Gli anni belli di quella che veniva chiamata adolescenza non subiscono più la fisiologica e pur sempre difficile transizione fuori dall’infanzia, ma prendono i connotati di un’angosciante e confusa rappresentazione senza regia e filo conduttore. La maggior parte di questi giovani sono alla ricerca di se stessi, di un’identità personale e sociale che non riescono a cogliere perché le generazioni che li precedono non hanno ancora trovata la loro. Confusione e inesistenti modelli di riferimento regnano sovrani nelle nostre giornate ed è ora di farci un esame di coscienza, dalla famiglia alle istituzioni.
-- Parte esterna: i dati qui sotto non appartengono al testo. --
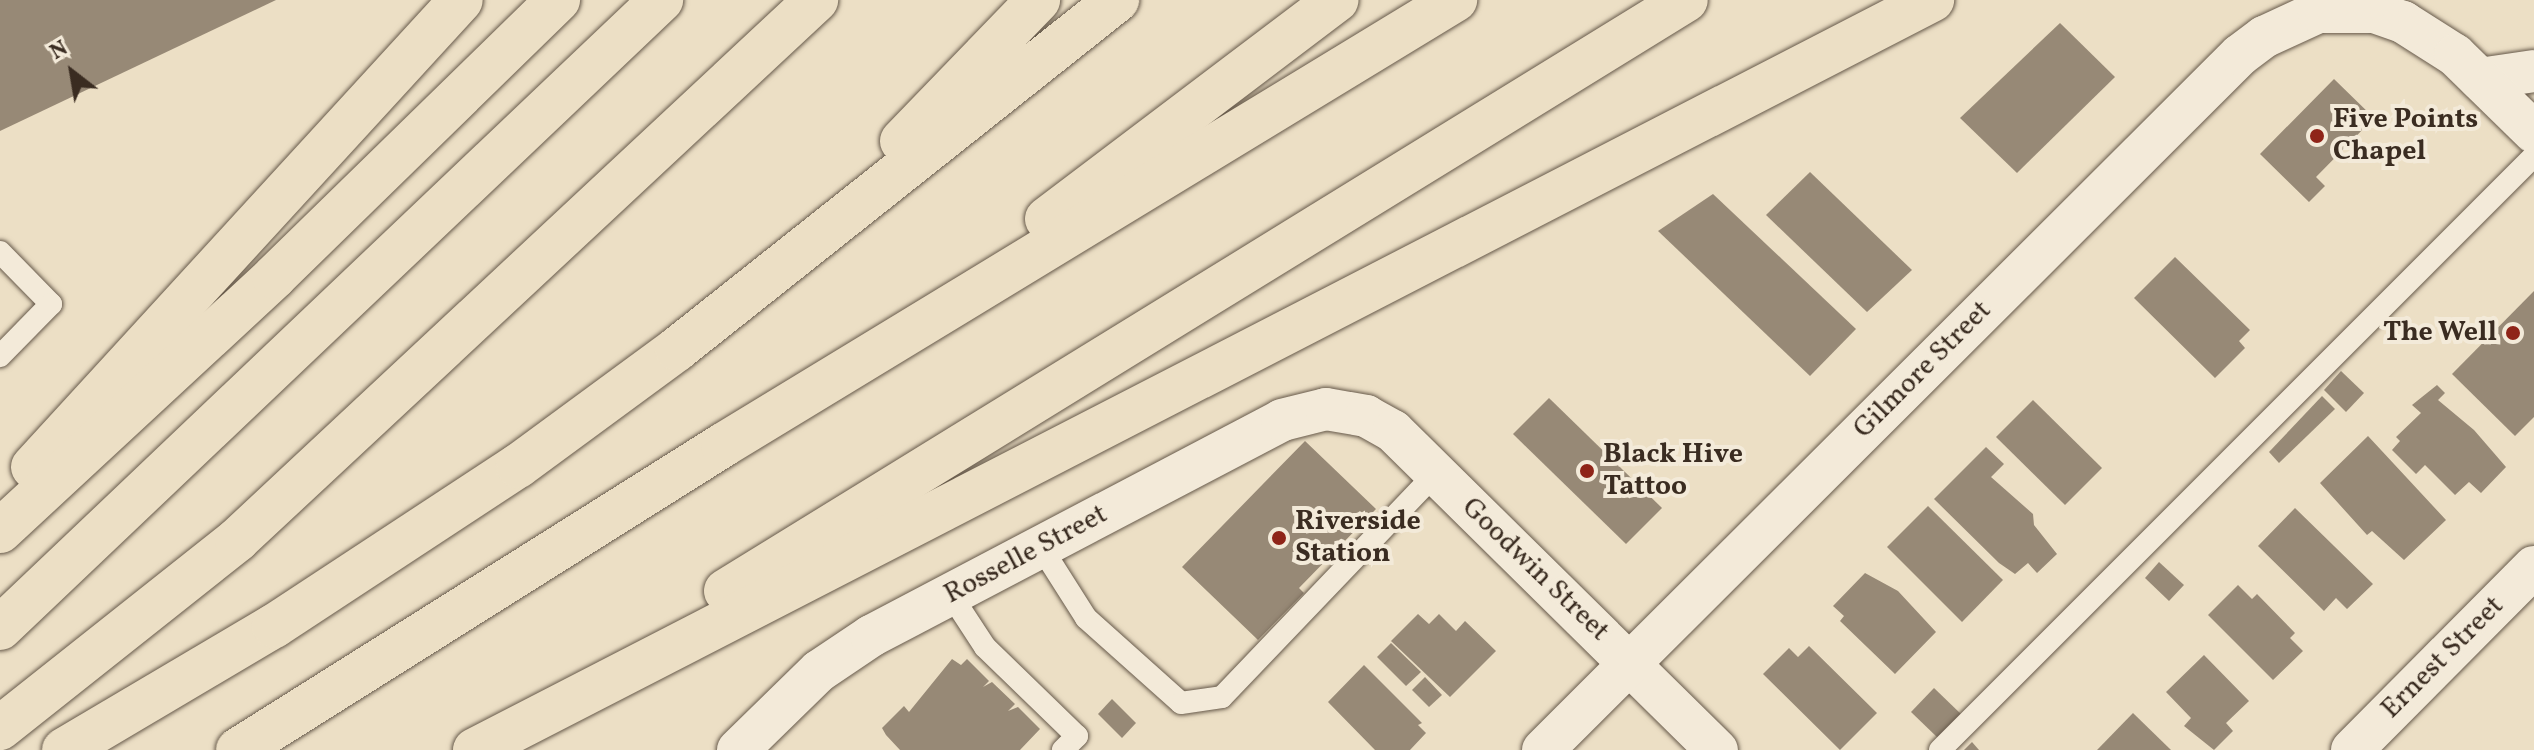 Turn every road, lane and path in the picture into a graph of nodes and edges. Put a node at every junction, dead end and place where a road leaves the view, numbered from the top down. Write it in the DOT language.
graph roads {
  1 [pos="461,0"];
  2 [pos="558,0"];
  3 [pos="661,0"];
  4 [pos="816,0"];
  5 [pos="1038,0"];
  6 [pos="1117,0"];
  7 [pos="1337,0"];
  8 [pos="1455,0"];
  9 [pos="1686,0"];
  10 [pos="1932,0"];
  11 [pos="2534,71"];
  12 [pos="2480,79"];
  13 [pos="2534,132"];
  14 [pos="2534,156"];
  15 [pos="0,252"];
  16 [pos="677,349"];
  17 [pos="0,356"];
  18 [pos="1341,409"];
  19 [pos="723,445"];
  20 [pos="1436,473"];
  21 [pos="0,503"];
  22 [pos="0,531"];
  23 [pos="1041,547"];
  24 [pos="2534,567"];
  25 [pos="951,595"];
  26 [pos="0,628"];
  27 [pos="1630,662"];
  28 [pos="0,728"];
  29 [pos="64,750"];
  30 [pos="238,750"];
  31 [pos="468,750"];
  32 [pos="475,750"];
  33 [pos="738,750"];
  34 [pos="1063,750"];
  35 [pos="1543,750"];
  36 [pos="1717,750"];
  37 [pos="1940,750"];
  38 [pos="2352,750"];
  1 -- 21 [label="highway"];
  2 -- 22 [label="highway"];
  3 -- 26 [label="highway"];
  4 -- 28 [label="highway"];
  5 -- 16 [label="highway"];
  6 -- 16 [label="highway"];
  7 -- 19 [label="highway"];
  8 -- 19 [label="highway"];
  9 -- 31 [label="highway"];
  10 -- 32 [label="highway"];
  11 -- 12 [label="street"];
  12 -- 13 [label="street"];
  12 -- 27 [label="street, Gilmore Street"];
  14 -- 37 [label="lane"];
  15 -- 17 [label="lane"];
  16 -- 29 [label="highway"];
  18 -- 20 [label="street, Goodwin Street"];
  18 -- 23 [label="street, Rosselle Street"];
  19 -- 30 [label="highway"];
  20 -- 23 [label="lane"];
  20 -- 27 [label="street, Goodwin Street"];
  23 -- 25 [label="street, Rosselle Street"];
  24 -- 38 [label="street, Ernest Street"];
  25 -- 33 [label="street, Rosselle Street"];
  25 -- 34 [label="lane"];
  27 -- 35 [label="street, Gilmore Street"];
  27 -- 36 [label="street, Goodwin Street"];
}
Non sono i giovani ad essere sbagliati.
Per queste Lolite del Duemila, cresciute in un certo humus familiare, il libro di scuola è un pezzo di carta da stracciare, magari nello scarico di quel bagno dove si consumeranno i rendez-vous più immediatamente utili a guadagnarsi il corrispettivo di una ricarica di cellulare e la sera nel compiacimento di ricchi e traviati barbagianni.
A casa ti aspetta mammà ( che quei libri non li ha mai letti), ansiosa di conoscere il calendario quotidiano degli appuntamenti della sua “bimba” per potersi regolare sul pagamento di quelle bollette mensili, assassine della sua coscienza materna. E’ probabile che la bimba, quel giorno, non se la senta proprio di… sovraffaticarsi, ma la genitrice è inflessibile. “ Datti da fare, bella e’ mammà!”
Infatti, accanto allo straordinario progresso tecnologico non è andata di pari passo la crescita della persona. Se da una parte la potestà genitoriale ha subito dei contraccolpi, in quel rapporto da manuale moderno forse troppo “au pair” venutosi a creare tra genitori e figli, continuano ad esistere sacche di ignoranza tra gli adulti vecchio stampo che non riescono ad abbattere certi muri, continuando a tenere in piedi un rapporto coi figli fatto di silenzi e divieti, ma dialogo e amore zero. Dall’altra, vedasi, genitori senza una spina dorsale, in gara coi figli, rincretiniti per primi dalla mania dell’immagine e privi di qualsiasi principio. Un guazzabuglio di individui, dove ognuno rema per conto proprio.
Cosa s’è costruito in quest’ultimo mezzo secolo? L’ipertecnologia ci facilita qualsiasi scambio abituandoci alla mollezza di una sedia piuttosto che all’esercizio delle gambe. Il twitter fa cinguettare il suo usignolo alla velocità della luce e gli altri social network servono ai giovani per far sapere che esistono, con le loro faccette, il loro “io sono, io faccio, io dico, io leggo, io vedo…”. Cosa c’è dietro l’esaltazione della loro personalità e capacità se non il bisogno di esserci, di comparire, di parlare con qualcuno perché i genitori magari non li ascoltano, di crearsi un lavoro che non trovano perché lo stato non offre risposte?
Per fortuna che questi giovani ancora esistono, popolano le università, affollano le metropolitane, gli autobus e le strade al mattino presto verso la speranza disperata di costruire in qualche modo se stessi, che non tutti sono uguali a quelli che si servono del tablet per il guadagno di una serata. Bisognerebbe piuttosto che certi genitori tornassero a scuola a imparare l’abc della vita. Meglio non chiedersi cosa ne sarà di quei loro figli non appena riusciranno ad aprire gli occhi sul vuoto che gli si farà dentro. Un grande vuoto.